*REQUIREMENT*:
For each line of the material below, give that line again word for word.

*STORED DATA*:
[Start of section]

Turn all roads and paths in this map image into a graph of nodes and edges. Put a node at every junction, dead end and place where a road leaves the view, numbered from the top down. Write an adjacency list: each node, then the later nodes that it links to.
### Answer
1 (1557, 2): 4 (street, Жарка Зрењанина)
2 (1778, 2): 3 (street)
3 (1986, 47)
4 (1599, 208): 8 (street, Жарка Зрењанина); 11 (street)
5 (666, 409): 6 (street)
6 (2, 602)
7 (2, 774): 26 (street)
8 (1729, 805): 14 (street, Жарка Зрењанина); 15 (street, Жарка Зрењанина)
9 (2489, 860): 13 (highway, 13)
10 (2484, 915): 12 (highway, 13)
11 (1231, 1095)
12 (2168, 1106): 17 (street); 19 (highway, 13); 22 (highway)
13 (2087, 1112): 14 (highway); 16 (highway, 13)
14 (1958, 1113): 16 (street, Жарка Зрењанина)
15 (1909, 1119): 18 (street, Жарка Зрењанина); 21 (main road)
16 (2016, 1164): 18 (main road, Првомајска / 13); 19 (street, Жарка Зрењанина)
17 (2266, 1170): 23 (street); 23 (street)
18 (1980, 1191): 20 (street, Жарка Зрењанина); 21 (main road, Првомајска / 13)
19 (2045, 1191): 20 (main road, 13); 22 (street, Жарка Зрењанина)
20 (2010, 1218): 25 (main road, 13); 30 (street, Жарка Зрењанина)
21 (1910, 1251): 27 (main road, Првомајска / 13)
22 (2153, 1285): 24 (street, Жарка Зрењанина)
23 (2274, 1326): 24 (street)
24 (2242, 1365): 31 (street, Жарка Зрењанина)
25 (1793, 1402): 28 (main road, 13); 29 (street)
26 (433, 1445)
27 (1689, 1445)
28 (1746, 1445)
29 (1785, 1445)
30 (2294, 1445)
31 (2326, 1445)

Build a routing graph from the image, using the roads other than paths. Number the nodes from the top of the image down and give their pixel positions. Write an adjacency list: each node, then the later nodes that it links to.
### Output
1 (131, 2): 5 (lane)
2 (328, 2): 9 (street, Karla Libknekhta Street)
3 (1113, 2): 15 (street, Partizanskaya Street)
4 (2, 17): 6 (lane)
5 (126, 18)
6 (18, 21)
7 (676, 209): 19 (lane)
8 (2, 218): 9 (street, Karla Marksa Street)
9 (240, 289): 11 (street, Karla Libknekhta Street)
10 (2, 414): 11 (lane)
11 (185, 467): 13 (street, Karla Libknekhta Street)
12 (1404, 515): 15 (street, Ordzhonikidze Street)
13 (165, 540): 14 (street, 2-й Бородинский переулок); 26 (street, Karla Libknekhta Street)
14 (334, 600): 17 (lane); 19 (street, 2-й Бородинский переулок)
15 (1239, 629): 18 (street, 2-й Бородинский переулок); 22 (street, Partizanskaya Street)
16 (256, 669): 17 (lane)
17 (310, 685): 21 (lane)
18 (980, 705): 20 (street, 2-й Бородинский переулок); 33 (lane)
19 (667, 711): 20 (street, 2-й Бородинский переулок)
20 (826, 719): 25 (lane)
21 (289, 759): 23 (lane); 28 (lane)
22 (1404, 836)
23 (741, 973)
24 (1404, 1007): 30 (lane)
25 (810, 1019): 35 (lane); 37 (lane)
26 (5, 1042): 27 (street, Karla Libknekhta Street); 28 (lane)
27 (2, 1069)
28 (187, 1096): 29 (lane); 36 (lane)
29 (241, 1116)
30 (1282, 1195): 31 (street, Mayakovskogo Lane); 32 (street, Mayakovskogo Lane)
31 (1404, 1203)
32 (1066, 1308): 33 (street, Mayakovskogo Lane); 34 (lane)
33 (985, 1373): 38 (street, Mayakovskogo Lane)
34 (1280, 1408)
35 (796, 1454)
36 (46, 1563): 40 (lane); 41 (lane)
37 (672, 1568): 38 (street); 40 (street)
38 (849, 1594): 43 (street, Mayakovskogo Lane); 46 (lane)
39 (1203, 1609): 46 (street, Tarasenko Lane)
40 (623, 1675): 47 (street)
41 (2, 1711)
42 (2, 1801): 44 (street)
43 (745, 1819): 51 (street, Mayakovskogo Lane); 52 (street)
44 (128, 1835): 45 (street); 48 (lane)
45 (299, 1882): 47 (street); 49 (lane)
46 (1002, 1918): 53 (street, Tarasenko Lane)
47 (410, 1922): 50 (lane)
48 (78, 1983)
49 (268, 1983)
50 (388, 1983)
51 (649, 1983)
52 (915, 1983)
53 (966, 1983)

[End of section]

*RESULT FOR THIS EXERCISE*:
Turn all roads and paths in this map image into a graph of nodes and edges. Put a node at every junction, dead end and place where a road leaves the view, numbered from the top down. Write an adjacency list: each node, then the later nodes that it links to.
### Answer
1 (1557, 2): 4 (street, Жарка Зрењанина)
2 (1778, 2): 3 (street)
3 (1986, 47)
4 (1599, 208): 8 (street, Жарка Зрењанина); 11 (street)
5 (666, 409): 6 (street)
6 (2, 602)
7 (2, 774): 26 (street)
8 (1729, 805): 14 (street, Жарка Зрењанина); 15 (street, Жарка Зрењанина)
9 (2489, 860): 13 (highway, 13)
10 (2484, 915): 12 (highway, 13)
11 (1231, 1095)
12 (2168, 1106): 17 (street); 19 (highway, 13); 22 (highway)
13 (2087, 1112): 14 (highway); 16 (highway, 13)
14 (1958, 1113): 16 (street, Жарка Зрењанина)
15 (1909, 1119): 18 (street, Жарка Зрењанина); 21 (main road)
16 (2016, 1164): 18 (main road, Првомајска / 13); 19 (street, Жарка Зрењанина)
17 (2266, 1170): 23 (street); 23 (street)
18 (1980, 1191): 20 (street, Жарка Зрењанина); 21 (main road, Првомајска / 13)
19 (2045, 1191): 20 (main road, 13); 22 (street, Жарка Зрењанина)
20 (2010, 1218): 25 (main road, 13); 30 (street, Жарка Зрењанина)
21 (1910, 1251): 27 (main road, Првомајска / 13)
22 (2153, 1285): 24 (street, Жарка Зрењанина)
23 (2274, 1326): 24 (street)
24 (2242, 1365): 31 (street, Жарка Зрењанина)
25 (1793, 1402): 28 (main road, 13); 29 (street)
26 (433, 1445)
27 (1689, 1445)
28 (1746, 1445)
29 (1785, 1445)
30 (2294, 1445)
31 (2326, 1445)

Build a routing graph from the image, using the roads other than paths. Number the nodes from the top of the image down and give their pixel positions. Write an adjacency list: each node, then the later nodes that it links to.
### Output
1 (131, 2): 5 (lane)
2 (328, 2): 9 (street, Karla Libknekhta Street)
3 (1113, 2): 15 (street, Partizanskaya Street)
4 (2, 17): 6 (lane)
5 (126, 18)
6 (18, 21)
7 (676, 209): 19 (lane)
8 (2, 218): 9 (street, Karla Marksa Street)
9 (240, 289): 11 (street, Karla Libknekhta Street)
10 (2, 414): 11 (lane)
11 (185, 467): 13 (street, Karla Libknekhta Street)
12 (1404, 515): 15 (street, Ordzhonikidze Street)
13 (165, 540): 14 (street, 2-й Бородинский переулок); 26 (street, Karla Libknekhta Street)
14 (334, 600): 17 (lane); 19 (street, 2-й Бородинский переулок)
15 (1239, 629): 18 (street, 2-й Бородинский переулок); 22 (street, Partizanskaya Street)
16 (256, 669): 17 (lane)
17 (310, 685): 21 (lane)
18 (980, 705): 20 (street, 2-й Бородинский переулок); 33 (lane)
19 (667, 711): 20 (street, 2-й Бородинский переулок)
20 (826, 719): 25 (lane)
21 (289, 759): 23 (lane); 28 (lane)
22 (1404, 836)
23 (741, 973)
24 (1404, 1007): 30 (lane)
25 (810, 1019): 35 (lane); 37 (lane)
26 (5, 1042): 27 (street, Karla Libknekhta Street); 28 (lane)
27 (2, 1069)
28 (187, 1096): 29 (lane); 36 (lane)
29 (241, 1116)
30 (1282, 1195): 31 (street, Mayakovskogo Lane); 32 (street, Mayakovskogo Lane)
31 (1404, 1203)
32 (1066, 1308): 33 (street, Mayakovskogo Lane); 34 (lane)
33 (985, 1373): 38 (street, Mayakovskogo Lane)
34 (1280, 1408)
35 (796, 1454)
36 (46, 1563): 40 (lane); 41 (lane)
37 (672, 1568): 38 (street); 40 (street)
38 (849, 1594): 43 (street, Mayakovskogo Lane); 46 (lane)
39 (1203, 1609): 46 (street, Tarasenko Lane)
40 (623, 1675): 47 (street)
41 (2, 1711)
42 (2, 1801): 44 (street)
43 (745, 1819): 51 (street, Mayakovskogo Lane); 52 (street)
44 (128, 1835): 45 (street); 48 (lane)
45 (299, 1882): 47 (street); 49 (lane)
46 (1002, 1918): 53 (street, Tarasenko Lane)
47 (410, 1922): 50 (lane)
48 (78, 1983)
49 (268, 1983)
50 (388, 1983)
51 (649, 1983)
52 (915, 1983)
53 (966, 1983)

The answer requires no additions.